Governor Evers cleared the air. He has no plans to mandate all Wisconsin schools go virtual.
“There's no secret plan out there,” Governor Evers said.
In fact, the governor said he believes any decision on how a school should reopen should be made at the local level for good reason, as every region is seeing a different prevalence of the virus, and every district varies in enrollment.
“If you're already in a small school district and your average class size is 10 and 15 and you have big classrooms, it’s a lot easier to keep socially distant than some school district that has lots of kids in a very small space,” Governor Evers said.
Senator Nass said the idea of mandated virtual schooling across the state came from concerning calls he received from teachers and administrators.
“They just called and said, ‘look, we have it on good authority, we’re being told to prepare for virtual education,’” Senator Nass said.
Senator Nass said it’s a move by the governor to force private schools from reopening for in-person instruction. The majority of plans for public schools include a mix of in-person and virtual learning.
“The governor knows he’s got to act soon to cut off the private schools because there will be parents who are going to go over to the private schools that want to have their kids in the classroom in front of a teacher,” Senator Nass said.

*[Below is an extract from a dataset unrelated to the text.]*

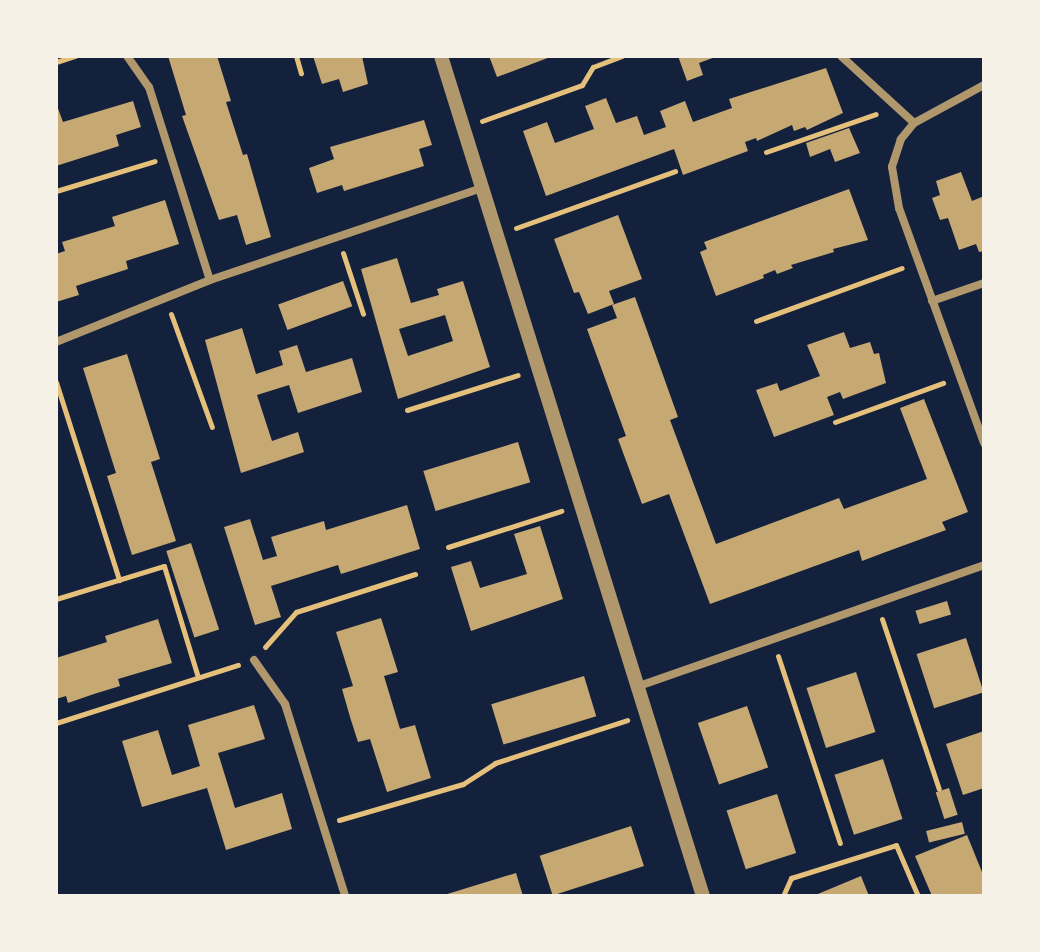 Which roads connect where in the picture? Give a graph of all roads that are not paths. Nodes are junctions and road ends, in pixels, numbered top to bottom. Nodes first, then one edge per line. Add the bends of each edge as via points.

The senator feels it’s up to local officials to decide whether schools should reopen and how, but Superintendent Steve Plank of the Burlington Area School District said he’s prepared for any authorized changes.
Right now pre-K through sixth grade will have all in-person instruction, while sixth through 12th grade will be in-person two days a week and virtual the other three.
“We are in a very good position to make that shift into whatever is necessary, and when we do so, we’re confident that if it’s a shift to fully virtual that it will be even more robust than it has been in the past,” Plank said.
While the governor said he isn't telling districts what to do, California’s governor has mandated virtual instruction in some counties.